Friday, October 10, 2008
4AM - and I can't sleep.
It's 4AM on a Friday, and I have school today. And even though I know it's stupid to be up at a time like this when I desperately need sleep because of the naps I don't take anymore and the max of 4 hours of sleep I've been getting averaged every weekday this week, I know my mind won't be at peace until I vent in some way. I can't call anyone because everyone is stressed. Sure, they might have been up at 2, but it's 4 now. And the only people who would be up are the ones who need that time to do some kind of work or study. I don't like waking up at random times of the early morning every night, but it's been happening every day for a few weeks now. But what I really hate is the feeling I get when I do wake up at those times. I hate feeling lonely. I hate waking up and knowing I shouldn't call anyone, as much as I want to. But I do anyway because that's the kind of selfish person that I am. I hate looking forward to something so much then feeling a sense of being let down, when I should probably not expect the things I do expect.

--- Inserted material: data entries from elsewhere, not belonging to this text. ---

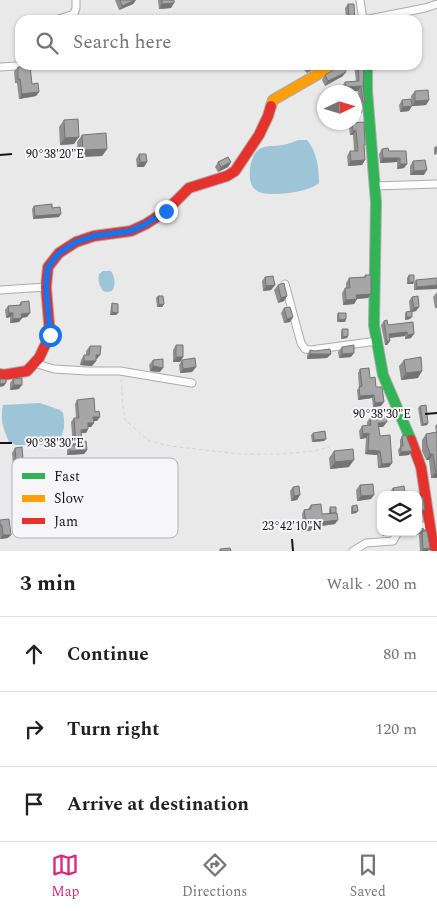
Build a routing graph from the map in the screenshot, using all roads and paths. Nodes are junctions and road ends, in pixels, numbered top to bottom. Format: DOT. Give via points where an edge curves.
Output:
graph roads {
  1 [pos="76,0"];
  2 [pos="360,0"];
  3 [pos="437,4"];
  4 [pos="71,15"];
  5 [pos="362,15"];
  6 [pos="389,15"];
  7 [pos="15,66"];
  8 [pos="0,67"];
  9 [pos="325,70"];
  10 [pos="367,70"];
  11 [pos="437,184"];
  12 [pos="374,186"];
  13 [pos="285,284"];
  14 [pos="46,287"];
  15 [pos="0,290"];
  16 [pos="377,341"];
  17 [pos="34,363"];
  18 [pos="120,371"];
  19 [pos="0,374"];
  20 [pos="192,383"];
  21 [pos="329,447"];
  22 [pos="422,526"];
  23 [pos="429,526"];
  24 [pos="396,536"];
  25 [pos="437,547"];
  26 [pos="353,551"];
  1 -- 4 [label="street" via="76,8"];
  2 -- 5 [label="street"];
  3 -- 6 [label="street"];
  7 -- 8 [label="street"];
  9 -- 14 [label="street" via="273,100 259,135 235,171 189,188 166,211 131,231 76,242 59,253 48,267"];
  10 -- 12 [label="street"];
  11 -- 12 [label="street"];
  12 -- 16 [label="street" via="374,325"];
  13 -- 16 [label="street" via="300,343 305,349"];
  14 -- 15 [label="street"];
  14 -- 17 [label="street" via="50,335"];
  16 -- 23 [label="street" via="383,375 421,467"];
  17 -- 18 [label="street" via="54,369"];
  17 -- 19 [label="street" via="27,371"];
  18 -- 20 [label="street"];
  18 -- 21 [label="path" via="125,420 149,442 240,454 282,454"];
  22 -- 23 [label="street"];
  23 -- 25 [label="street" via="432,546"];
  24 -- 26 [label="street" via="393,541 366,544"];
}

I hate feeling empty, when I should be happy with things. I want something to good to suddenly happen, something unexpected that just really catches me off guard and puts a smile on my face. I want to feel appreciated. But at the end of the day, all these things just mean one thing, and that is something I can't be proud of. Because at the end of the day (or in this case, the beginning), when I look back at everything and think about it, I'm just causing trouble for other people. And that's exactly the opposite of what I want to strive for. I guess I can't make people happy.